* _Problem description_: Whenever a line below holds the word "this", copy that line.

[[ Dataset excerpts, beginning ]]

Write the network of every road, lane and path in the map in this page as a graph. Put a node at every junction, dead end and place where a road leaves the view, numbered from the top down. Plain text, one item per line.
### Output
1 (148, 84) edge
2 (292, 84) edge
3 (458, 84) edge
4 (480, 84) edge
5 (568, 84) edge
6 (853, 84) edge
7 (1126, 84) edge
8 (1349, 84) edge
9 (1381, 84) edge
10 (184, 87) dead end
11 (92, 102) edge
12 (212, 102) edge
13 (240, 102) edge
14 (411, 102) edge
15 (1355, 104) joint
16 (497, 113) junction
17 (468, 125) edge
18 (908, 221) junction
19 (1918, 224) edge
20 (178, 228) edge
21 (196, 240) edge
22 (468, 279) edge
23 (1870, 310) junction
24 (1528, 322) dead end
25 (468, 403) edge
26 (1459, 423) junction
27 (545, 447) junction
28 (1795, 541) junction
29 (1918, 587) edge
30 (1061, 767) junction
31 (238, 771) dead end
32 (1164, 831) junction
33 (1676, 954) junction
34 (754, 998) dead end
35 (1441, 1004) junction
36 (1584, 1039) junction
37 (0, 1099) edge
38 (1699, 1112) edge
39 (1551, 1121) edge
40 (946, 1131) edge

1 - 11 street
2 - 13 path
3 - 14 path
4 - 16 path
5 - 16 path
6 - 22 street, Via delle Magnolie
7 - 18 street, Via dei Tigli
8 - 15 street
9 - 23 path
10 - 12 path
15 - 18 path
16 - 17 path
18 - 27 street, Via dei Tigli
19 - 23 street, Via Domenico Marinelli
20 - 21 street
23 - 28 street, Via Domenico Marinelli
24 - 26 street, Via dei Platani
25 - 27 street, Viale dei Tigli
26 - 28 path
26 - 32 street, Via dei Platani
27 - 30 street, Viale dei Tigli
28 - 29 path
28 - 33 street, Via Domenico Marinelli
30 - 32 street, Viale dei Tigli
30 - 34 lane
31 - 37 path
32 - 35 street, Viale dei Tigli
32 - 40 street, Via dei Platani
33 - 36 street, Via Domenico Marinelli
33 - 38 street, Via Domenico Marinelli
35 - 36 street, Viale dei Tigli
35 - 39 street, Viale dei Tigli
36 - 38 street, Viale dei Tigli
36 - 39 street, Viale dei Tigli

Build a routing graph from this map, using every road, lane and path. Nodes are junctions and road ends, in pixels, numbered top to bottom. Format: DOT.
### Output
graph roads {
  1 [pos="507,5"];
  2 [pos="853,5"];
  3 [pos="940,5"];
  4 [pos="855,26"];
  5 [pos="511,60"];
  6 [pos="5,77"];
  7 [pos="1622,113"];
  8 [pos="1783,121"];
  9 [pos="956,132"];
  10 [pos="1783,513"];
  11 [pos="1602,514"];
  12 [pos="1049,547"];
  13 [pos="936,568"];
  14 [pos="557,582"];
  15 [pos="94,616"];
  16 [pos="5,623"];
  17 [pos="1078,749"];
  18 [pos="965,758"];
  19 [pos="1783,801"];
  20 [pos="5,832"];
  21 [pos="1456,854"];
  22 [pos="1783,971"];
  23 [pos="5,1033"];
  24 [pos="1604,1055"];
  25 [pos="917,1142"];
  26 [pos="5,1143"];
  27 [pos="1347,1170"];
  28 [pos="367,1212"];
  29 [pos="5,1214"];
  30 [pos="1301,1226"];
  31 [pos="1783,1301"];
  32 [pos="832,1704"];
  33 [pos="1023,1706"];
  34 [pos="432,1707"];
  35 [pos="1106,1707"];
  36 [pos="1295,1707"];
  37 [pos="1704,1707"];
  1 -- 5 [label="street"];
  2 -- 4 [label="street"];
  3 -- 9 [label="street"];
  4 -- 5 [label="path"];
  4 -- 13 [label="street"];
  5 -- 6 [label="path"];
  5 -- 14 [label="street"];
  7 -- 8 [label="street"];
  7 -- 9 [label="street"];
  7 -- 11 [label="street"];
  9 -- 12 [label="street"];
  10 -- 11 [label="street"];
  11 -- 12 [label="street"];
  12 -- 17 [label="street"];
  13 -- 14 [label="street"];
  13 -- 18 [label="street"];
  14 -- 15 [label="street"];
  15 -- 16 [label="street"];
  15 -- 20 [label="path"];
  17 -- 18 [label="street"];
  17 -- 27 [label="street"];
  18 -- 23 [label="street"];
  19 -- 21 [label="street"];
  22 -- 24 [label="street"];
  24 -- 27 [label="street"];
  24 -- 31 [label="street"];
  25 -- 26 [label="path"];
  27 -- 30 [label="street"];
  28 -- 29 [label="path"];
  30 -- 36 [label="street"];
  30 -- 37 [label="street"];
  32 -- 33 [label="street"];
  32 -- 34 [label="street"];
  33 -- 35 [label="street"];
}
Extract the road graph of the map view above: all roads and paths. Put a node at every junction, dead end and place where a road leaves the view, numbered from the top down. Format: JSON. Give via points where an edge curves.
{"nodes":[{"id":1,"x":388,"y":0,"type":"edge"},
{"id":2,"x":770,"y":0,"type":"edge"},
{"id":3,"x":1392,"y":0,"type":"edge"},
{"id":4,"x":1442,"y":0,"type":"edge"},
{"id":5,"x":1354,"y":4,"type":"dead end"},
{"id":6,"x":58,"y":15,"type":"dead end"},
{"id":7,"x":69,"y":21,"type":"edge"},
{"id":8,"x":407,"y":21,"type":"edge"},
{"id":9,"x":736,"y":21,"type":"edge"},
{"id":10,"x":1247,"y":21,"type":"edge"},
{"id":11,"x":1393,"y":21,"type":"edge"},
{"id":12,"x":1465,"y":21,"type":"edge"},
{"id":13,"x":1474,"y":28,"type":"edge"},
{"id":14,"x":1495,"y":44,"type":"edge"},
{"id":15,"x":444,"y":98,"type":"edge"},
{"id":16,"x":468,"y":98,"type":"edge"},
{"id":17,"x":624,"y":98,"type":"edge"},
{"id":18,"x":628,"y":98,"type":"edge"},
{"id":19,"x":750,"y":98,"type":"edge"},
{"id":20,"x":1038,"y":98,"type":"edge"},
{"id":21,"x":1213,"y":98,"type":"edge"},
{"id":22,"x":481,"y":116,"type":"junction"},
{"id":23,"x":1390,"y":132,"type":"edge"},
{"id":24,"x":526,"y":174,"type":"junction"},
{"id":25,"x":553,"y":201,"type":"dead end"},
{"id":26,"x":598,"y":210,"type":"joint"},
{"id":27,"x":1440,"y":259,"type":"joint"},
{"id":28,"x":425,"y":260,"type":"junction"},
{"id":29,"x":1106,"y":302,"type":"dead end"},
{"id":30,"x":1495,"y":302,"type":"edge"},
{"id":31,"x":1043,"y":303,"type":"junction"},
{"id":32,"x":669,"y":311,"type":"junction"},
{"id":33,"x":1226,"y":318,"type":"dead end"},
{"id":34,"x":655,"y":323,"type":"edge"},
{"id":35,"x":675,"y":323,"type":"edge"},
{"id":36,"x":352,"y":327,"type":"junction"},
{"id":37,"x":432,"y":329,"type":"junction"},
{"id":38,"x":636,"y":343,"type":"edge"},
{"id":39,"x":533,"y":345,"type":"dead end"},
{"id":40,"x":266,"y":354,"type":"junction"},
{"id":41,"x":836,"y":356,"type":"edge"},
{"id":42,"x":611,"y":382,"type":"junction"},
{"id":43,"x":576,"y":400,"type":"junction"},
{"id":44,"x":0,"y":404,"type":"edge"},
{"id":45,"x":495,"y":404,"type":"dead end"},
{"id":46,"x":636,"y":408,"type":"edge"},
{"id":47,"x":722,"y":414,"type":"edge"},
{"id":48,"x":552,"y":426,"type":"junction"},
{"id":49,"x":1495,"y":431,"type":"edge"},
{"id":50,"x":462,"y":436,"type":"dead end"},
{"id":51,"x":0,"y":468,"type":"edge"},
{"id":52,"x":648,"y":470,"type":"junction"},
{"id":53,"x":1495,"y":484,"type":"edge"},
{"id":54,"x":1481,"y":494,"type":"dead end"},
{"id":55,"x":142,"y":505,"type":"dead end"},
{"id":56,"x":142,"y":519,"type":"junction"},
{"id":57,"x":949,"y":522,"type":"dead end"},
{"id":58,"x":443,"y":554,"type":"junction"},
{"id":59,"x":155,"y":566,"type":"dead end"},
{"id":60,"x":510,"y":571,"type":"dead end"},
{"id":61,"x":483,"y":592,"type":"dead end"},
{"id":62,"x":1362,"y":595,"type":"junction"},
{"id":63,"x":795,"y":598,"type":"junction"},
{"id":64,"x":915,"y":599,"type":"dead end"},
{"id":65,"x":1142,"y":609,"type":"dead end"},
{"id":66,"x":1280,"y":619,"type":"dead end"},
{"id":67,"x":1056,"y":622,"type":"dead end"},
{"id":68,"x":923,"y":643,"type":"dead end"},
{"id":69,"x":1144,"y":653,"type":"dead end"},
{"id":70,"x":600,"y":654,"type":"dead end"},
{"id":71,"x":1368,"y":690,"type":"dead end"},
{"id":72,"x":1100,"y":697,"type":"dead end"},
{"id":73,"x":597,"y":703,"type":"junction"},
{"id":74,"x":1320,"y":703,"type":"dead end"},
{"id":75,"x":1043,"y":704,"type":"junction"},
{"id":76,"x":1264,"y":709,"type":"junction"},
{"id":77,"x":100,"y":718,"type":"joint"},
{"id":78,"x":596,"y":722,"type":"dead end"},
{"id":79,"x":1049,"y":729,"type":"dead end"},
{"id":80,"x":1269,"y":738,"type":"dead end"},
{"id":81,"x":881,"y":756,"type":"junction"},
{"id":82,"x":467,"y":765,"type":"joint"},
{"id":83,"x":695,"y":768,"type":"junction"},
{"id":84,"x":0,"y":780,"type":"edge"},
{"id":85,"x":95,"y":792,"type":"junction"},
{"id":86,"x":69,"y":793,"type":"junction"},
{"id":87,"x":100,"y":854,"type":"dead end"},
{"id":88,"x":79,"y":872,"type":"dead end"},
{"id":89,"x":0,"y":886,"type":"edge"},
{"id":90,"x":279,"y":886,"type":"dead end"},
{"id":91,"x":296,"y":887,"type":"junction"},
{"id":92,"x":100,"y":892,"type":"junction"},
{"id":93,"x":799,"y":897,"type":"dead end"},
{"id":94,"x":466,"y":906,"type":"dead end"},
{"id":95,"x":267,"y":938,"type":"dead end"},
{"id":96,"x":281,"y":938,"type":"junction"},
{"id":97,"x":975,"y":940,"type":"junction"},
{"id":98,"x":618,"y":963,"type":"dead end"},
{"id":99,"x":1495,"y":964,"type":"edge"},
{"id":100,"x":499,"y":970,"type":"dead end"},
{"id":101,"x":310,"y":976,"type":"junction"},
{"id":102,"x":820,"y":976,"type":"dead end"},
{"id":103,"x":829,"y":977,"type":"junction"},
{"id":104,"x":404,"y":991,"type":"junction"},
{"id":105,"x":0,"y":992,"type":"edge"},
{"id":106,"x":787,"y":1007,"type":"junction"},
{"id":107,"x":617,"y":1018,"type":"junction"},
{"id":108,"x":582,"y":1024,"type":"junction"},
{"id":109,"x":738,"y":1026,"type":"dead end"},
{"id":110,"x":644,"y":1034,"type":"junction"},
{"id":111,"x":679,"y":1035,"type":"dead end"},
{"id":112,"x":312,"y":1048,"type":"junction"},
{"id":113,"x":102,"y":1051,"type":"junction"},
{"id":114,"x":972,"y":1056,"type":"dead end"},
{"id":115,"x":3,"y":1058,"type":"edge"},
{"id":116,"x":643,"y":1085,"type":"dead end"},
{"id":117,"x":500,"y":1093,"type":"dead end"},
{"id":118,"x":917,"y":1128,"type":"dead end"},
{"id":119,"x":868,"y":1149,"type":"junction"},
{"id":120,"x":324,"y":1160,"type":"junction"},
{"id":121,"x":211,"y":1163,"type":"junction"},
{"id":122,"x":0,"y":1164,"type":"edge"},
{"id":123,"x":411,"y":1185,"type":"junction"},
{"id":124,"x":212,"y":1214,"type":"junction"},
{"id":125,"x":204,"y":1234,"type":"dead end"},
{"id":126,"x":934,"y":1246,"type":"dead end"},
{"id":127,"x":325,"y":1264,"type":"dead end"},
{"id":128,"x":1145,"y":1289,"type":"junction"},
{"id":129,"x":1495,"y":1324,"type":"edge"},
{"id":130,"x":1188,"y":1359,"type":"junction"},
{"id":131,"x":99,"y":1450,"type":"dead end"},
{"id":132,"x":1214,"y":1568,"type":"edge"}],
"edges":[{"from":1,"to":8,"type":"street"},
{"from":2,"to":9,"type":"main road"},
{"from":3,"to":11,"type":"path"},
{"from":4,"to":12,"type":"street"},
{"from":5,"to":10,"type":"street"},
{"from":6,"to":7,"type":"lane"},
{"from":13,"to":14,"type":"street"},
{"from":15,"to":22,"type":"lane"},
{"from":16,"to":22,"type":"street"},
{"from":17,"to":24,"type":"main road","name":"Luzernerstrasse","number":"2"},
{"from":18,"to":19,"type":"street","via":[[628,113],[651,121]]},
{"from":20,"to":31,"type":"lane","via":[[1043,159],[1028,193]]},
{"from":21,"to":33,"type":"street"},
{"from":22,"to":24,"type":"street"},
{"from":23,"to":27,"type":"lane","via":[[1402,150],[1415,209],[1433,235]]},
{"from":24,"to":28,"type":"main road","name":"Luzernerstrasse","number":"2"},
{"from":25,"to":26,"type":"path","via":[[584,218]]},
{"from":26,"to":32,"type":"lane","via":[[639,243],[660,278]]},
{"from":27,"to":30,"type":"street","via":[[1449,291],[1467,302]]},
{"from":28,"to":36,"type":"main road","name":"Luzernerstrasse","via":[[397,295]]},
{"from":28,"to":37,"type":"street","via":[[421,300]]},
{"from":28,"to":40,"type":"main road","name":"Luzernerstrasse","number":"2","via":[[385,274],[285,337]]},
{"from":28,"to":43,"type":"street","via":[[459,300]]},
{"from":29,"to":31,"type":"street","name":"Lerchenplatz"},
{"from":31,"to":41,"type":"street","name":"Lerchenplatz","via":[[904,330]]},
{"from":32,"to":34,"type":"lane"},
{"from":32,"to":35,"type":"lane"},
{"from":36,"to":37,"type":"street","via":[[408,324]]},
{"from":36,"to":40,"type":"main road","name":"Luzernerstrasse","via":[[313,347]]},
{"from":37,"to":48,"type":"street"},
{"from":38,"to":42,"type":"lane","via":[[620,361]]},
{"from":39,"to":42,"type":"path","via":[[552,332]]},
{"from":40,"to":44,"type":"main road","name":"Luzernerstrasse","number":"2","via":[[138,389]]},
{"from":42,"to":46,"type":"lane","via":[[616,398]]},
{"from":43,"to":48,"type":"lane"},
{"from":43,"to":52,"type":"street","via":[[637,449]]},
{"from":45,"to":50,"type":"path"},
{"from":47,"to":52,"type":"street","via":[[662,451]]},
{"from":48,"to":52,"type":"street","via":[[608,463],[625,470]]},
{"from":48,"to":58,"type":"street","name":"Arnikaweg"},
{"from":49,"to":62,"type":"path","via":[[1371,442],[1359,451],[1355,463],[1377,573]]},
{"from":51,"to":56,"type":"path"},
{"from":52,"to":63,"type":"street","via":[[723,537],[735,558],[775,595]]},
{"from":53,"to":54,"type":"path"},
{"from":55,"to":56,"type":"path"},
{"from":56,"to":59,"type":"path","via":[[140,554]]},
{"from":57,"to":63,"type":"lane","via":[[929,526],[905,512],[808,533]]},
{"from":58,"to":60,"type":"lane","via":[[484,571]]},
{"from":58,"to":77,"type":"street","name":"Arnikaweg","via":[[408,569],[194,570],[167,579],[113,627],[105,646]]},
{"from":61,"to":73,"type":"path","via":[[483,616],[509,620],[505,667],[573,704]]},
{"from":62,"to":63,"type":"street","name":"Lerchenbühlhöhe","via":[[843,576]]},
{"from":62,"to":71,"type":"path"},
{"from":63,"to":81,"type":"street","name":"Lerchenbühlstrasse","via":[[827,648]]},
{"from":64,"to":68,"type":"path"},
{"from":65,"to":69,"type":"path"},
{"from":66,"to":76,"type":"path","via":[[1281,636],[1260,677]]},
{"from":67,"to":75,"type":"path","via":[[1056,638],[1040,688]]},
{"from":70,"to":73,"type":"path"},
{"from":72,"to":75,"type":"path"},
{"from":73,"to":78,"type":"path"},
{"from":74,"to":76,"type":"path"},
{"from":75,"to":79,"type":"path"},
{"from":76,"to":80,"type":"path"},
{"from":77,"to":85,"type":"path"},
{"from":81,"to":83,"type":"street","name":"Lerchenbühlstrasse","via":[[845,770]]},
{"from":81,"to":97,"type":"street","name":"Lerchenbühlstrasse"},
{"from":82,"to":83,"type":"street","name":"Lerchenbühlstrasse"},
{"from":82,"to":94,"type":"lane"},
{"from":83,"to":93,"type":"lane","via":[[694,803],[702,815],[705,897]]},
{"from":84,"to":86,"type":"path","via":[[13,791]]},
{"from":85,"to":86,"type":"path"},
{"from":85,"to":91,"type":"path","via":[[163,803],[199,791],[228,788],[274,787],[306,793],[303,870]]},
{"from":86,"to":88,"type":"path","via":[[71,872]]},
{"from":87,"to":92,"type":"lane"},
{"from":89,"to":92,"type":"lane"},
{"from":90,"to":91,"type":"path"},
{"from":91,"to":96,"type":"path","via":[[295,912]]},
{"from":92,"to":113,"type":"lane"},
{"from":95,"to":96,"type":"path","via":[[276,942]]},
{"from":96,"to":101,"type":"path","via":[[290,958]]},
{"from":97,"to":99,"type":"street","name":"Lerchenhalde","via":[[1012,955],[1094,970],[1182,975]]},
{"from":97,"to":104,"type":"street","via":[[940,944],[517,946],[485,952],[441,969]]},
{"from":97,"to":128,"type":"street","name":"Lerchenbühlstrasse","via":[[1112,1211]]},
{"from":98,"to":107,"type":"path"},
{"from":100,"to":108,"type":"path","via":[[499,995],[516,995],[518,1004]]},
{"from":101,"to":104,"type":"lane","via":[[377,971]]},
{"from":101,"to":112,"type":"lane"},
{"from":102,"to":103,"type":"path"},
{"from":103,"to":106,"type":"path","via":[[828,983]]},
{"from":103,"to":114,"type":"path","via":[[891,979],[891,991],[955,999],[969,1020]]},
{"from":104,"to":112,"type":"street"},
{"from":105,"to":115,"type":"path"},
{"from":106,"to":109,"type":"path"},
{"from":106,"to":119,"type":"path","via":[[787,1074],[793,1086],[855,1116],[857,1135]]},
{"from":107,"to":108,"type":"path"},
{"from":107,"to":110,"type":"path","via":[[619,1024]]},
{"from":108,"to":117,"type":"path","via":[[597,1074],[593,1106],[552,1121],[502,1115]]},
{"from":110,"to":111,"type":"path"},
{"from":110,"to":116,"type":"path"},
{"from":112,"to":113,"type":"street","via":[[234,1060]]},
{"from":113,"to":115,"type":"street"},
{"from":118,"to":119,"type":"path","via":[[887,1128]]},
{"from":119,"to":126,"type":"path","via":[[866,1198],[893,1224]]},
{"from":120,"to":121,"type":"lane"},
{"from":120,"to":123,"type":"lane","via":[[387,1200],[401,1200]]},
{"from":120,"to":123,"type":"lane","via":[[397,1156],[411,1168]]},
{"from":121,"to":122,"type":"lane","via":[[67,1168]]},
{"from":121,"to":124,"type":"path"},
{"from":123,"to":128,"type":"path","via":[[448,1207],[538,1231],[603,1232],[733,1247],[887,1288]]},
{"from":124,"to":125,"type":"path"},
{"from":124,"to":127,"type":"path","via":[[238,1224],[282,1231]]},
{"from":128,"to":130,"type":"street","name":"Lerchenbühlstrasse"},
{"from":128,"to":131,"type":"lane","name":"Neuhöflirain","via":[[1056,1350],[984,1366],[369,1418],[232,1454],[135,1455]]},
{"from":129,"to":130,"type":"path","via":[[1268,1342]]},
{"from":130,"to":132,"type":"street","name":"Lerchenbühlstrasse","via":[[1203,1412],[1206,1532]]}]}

[[ Dataset excerpts, end ]]

* _Reply_:
Write the network of every road, lane and path in the map in this page as a graph. Put a node at every junction, dead end and place where a road leaves the view, numbered from the top down. Plain text, one item per line.
Build a routing graph from this map, using every road, lane and path. Nodes are junctions and road ends, in pixels, numbered top to bottom. Format: DOT.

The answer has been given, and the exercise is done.